--- DATA IN THIS EXERCISE ---

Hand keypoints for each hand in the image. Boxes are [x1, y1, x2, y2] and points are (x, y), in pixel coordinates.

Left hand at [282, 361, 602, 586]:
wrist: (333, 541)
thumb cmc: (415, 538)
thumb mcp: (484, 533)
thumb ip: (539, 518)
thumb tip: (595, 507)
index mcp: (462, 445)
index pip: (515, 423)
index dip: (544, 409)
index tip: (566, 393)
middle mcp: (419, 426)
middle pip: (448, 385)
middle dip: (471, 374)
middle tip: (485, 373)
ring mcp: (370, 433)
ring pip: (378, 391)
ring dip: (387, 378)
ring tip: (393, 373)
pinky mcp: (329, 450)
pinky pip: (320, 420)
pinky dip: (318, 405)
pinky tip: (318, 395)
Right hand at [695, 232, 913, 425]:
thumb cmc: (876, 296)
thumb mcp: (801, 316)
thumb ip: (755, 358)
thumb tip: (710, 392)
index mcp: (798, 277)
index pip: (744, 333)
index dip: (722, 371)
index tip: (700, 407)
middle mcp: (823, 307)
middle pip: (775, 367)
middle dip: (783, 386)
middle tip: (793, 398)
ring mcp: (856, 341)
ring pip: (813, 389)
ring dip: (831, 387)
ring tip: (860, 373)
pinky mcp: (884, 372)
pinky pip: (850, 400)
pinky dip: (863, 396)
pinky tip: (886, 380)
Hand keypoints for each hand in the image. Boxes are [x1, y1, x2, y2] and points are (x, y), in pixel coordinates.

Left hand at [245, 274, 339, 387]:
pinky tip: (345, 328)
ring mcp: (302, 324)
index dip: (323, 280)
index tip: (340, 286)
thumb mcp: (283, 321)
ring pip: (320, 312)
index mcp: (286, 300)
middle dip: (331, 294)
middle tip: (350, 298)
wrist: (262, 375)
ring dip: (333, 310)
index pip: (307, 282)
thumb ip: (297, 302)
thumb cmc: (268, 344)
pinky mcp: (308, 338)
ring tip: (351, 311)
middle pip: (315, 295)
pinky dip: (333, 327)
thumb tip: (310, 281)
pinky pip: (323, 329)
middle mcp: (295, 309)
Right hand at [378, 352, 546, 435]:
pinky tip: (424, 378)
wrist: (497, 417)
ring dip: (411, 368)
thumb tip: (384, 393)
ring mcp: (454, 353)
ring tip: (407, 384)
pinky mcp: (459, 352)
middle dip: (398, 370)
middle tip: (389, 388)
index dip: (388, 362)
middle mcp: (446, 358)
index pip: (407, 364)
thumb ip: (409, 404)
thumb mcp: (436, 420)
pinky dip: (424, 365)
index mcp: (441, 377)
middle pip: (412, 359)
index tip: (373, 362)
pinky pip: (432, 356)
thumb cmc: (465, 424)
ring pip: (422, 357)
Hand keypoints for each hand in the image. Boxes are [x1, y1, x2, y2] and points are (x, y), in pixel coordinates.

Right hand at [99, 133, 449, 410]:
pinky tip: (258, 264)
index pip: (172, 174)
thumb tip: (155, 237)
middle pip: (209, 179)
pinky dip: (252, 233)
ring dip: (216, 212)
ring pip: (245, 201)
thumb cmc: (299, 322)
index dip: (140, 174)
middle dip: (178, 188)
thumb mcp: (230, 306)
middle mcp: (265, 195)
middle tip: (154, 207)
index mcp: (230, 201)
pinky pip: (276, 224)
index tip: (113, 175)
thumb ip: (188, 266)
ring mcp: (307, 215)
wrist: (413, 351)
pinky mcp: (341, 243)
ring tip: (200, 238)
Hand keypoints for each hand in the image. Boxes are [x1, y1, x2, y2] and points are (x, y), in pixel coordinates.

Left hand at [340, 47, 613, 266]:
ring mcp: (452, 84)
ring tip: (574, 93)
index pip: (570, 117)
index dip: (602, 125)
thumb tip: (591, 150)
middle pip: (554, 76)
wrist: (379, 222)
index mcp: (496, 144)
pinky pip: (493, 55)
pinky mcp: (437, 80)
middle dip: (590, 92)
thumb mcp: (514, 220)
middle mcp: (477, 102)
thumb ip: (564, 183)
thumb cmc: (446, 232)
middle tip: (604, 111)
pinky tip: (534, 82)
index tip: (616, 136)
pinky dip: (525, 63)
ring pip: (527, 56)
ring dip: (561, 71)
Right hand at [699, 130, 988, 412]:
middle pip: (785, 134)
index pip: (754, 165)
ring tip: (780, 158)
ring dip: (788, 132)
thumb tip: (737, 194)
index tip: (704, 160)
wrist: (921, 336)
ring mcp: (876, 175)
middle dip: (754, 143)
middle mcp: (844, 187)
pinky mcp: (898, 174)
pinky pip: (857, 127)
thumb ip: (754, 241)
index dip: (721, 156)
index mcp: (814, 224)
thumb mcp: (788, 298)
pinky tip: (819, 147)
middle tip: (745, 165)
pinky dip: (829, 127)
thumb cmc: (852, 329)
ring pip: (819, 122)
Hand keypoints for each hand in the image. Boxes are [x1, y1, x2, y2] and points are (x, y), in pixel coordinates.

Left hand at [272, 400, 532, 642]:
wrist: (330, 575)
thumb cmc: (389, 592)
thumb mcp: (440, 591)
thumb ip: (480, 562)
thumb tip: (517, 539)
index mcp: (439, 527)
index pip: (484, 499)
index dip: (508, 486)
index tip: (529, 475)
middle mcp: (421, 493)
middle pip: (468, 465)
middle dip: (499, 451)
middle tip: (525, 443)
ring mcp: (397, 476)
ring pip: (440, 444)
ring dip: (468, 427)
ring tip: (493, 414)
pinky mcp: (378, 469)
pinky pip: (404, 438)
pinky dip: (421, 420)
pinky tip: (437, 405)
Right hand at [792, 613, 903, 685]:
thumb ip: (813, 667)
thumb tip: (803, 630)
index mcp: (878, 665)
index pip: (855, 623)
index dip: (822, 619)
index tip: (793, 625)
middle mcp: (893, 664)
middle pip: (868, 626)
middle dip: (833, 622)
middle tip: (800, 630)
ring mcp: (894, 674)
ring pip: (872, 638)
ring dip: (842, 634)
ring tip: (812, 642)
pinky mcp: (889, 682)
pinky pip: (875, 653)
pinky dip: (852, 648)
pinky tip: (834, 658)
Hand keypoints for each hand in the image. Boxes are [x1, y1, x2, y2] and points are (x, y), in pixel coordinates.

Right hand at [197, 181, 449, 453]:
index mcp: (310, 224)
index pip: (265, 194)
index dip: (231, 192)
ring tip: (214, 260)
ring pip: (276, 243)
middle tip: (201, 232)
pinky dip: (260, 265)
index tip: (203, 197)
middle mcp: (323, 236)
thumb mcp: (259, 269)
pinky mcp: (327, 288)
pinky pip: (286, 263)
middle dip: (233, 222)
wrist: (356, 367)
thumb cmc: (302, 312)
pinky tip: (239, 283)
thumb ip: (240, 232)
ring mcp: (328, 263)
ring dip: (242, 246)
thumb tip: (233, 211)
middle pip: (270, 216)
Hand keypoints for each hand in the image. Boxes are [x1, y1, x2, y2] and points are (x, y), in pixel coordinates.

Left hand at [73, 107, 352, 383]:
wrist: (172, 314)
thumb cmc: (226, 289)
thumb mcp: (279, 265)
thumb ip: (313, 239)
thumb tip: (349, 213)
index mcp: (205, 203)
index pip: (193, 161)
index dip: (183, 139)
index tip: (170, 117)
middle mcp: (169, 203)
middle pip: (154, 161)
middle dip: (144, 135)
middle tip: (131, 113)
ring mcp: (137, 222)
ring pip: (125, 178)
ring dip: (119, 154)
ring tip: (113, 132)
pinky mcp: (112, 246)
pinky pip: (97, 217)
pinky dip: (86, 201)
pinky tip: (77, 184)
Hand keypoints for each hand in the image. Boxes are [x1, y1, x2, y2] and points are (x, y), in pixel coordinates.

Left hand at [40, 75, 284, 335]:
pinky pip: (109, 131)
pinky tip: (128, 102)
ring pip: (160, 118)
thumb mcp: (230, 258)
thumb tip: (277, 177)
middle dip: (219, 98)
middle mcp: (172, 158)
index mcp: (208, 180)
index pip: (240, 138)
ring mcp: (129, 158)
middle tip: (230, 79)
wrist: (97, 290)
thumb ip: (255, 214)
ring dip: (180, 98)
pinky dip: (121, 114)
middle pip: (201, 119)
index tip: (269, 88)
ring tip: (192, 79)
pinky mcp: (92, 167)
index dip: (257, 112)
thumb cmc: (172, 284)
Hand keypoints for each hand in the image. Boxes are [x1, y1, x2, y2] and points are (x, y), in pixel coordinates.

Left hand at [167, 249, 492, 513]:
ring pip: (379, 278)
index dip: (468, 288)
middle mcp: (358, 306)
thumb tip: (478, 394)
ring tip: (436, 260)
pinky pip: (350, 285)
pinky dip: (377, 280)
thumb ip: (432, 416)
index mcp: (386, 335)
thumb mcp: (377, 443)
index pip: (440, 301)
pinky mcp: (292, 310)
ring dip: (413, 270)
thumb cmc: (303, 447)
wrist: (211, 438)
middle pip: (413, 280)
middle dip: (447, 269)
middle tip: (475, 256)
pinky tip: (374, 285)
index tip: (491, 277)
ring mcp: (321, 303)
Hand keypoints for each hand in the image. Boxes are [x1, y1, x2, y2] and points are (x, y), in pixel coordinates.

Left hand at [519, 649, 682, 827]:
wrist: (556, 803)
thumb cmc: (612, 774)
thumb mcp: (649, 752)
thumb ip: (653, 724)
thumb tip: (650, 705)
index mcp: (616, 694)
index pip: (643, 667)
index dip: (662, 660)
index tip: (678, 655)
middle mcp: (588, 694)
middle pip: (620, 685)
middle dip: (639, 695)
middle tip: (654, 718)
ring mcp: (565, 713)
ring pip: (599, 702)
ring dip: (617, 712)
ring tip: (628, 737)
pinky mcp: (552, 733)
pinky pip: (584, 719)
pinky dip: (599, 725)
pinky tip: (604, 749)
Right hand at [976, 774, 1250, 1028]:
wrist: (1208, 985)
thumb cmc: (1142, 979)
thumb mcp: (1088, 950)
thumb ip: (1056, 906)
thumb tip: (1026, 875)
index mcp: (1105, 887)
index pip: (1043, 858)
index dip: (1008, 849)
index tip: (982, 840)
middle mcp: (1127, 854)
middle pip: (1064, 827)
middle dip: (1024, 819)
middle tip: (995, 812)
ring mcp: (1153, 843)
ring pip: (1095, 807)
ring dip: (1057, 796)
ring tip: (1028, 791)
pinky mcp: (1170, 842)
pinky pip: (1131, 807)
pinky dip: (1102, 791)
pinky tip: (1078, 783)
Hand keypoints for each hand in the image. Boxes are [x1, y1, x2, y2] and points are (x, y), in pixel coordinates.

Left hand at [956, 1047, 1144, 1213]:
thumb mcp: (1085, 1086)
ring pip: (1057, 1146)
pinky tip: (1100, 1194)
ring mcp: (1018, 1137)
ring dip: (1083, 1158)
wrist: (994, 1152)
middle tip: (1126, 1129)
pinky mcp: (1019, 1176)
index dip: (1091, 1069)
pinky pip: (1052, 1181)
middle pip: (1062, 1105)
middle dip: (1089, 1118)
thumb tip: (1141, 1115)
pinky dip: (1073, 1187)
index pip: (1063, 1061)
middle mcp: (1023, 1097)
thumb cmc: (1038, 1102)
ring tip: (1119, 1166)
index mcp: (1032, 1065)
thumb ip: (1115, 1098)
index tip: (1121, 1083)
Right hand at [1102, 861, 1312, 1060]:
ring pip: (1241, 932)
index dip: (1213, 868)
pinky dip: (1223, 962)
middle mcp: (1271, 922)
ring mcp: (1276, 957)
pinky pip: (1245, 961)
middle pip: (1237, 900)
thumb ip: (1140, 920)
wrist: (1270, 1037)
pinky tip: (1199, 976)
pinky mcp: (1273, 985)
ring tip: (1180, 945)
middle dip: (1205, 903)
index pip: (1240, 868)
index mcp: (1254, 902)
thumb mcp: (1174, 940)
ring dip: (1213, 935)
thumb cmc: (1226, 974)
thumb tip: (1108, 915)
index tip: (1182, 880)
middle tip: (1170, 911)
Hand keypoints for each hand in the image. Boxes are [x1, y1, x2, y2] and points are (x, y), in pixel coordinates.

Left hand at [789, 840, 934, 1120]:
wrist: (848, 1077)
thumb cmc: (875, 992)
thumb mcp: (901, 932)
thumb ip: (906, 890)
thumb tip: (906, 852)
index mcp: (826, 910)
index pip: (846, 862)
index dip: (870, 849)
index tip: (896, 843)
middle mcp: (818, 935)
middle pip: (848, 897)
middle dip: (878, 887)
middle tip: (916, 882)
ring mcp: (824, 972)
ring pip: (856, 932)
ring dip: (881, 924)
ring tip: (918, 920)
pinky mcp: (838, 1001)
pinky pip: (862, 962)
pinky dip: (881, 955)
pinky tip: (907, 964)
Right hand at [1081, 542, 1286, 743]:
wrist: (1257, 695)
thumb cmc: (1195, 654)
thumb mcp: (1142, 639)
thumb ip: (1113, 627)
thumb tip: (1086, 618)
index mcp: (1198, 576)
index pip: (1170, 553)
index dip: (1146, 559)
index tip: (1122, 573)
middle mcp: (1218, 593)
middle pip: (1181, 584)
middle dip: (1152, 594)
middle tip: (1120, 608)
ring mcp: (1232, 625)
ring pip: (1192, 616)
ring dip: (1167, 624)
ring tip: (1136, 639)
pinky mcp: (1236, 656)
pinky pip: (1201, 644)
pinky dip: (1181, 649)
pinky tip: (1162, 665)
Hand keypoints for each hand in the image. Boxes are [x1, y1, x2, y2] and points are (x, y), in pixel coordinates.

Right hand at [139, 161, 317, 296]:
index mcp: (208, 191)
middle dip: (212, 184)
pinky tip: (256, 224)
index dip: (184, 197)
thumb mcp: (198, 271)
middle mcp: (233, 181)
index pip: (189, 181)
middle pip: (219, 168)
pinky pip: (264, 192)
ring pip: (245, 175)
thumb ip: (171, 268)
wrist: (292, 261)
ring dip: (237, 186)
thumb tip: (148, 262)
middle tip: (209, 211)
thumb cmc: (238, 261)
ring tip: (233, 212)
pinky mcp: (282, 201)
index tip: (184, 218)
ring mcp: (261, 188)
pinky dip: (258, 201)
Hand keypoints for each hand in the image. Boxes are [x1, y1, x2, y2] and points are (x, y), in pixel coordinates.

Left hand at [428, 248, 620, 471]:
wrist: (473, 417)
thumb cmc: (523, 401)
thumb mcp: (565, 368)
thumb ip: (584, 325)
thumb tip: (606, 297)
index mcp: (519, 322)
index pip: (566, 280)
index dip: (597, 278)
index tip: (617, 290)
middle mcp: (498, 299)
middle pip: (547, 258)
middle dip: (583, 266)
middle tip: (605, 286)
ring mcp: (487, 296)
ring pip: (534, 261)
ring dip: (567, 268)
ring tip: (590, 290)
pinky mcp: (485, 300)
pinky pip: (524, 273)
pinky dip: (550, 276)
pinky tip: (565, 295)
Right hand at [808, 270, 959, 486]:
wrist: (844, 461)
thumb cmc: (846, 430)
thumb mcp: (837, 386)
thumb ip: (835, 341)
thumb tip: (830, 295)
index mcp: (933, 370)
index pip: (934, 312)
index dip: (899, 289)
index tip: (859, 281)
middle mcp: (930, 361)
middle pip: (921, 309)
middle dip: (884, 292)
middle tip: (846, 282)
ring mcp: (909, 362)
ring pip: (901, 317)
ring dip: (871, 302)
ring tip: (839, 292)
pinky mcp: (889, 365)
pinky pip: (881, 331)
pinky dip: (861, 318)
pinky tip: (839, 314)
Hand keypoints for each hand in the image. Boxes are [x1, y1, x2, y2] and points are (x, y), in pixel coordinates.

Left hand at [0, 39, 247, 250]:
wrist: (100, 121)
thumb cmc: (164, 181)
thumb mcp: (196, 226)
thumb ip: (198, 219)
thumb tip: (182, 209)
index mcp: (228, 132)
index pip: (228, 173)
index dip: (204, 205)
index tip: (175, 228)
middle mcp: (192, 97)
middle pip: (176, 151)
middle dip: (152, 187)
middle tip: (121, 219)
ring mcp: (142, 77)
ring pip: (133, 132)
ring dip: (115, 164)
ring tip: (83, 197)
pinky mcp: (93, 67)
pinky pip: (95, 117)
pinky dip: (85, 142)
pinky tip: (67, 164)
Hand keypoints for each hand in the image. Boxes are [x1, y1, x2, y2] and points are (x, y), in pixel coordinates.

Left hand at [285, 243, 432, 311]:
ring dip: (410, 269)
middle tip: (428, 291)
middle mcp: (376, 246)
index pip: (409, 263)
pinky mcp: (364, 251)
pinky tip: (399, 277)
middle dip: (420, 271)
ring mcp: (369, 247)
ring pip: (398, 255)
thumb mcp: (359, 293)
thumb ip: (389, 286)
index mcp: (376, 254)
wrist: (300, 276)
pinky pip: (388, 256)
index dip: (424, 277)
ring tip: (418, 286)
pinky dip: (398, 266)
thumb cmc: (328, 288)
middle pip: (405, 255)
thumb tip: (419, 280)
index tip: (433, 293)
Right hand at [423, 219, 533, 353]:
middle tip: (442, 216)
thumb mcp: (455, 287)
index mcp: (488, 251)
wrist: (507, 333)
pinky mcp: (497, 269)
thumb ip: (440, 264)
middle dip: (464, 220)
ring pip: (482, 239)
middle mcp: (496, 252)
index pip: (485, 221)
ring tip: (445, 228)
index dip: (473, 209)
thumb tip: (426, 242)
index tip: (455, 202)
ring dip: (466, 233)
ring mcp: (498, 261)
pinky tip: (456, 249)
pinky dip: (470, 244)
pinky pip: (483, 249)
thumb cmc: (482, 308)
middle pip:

---

# YOUR INSTRUCTIONS
Print exactly the lines of the listing above starting at the line containing "pinky dip: (863, 396)" and ending at the line containing "pinky pip: (432, 356)", both included.

# TASK RESULT
pinky dip: (863, 396)
pinky tip: (886, 380)
Hand keypoints for each hand in the image. Boxes are [x1, y1, x2, y2] and points are (x, y), in pixel coordinates.

Left hand at [245, 274, 339, 387]:
pinky tip: (345, 328)
ring mcp: (302, 324)
index dip: (323, 280)
index tip: (340, 286)
thumb mcp: (283, 321)
ring pip: (320, 312)
index mcp: (286, 300)
middle dip: (331, 294)
middle tip: (350, 298)
wrist: (262, 375)
ring dip: (333, 310)
index pip: (307, 282)
thumb ip: (297, 302)
thumb cmc: (268, 344)
pinky mcp: (308, 338)
ring tip: (351, 311)
middle pip: (315, 295)
pinky dip: (333, 327)
thumb tip: (310, 281)
pinky pip: (323, 329)
middle mcp: (295, 309)
Right hand at [378, 352, 546, 435]:
pinky tip: (424, 378)
wrist: (497, 417)
ring dip: (411, 368)
thumb tip: (384, 393)
ring mcp: (454, 353)
ring tip: (407, 384)
pinky mcp: (459, 352)
middle dip: (398, 370)
middle tip: (389, 388)
index dip: (388, 362)
middle mcp: (446, 358)
index pip: (407, 364)
thumb ip: (409, 404)
thumb mcp: (436, 420)
pinky dip: (424, 365)
index mcp: (441, 377)
middle pip: (412, 359)
index tip: (373, 362)
pinky pip: (432, 356)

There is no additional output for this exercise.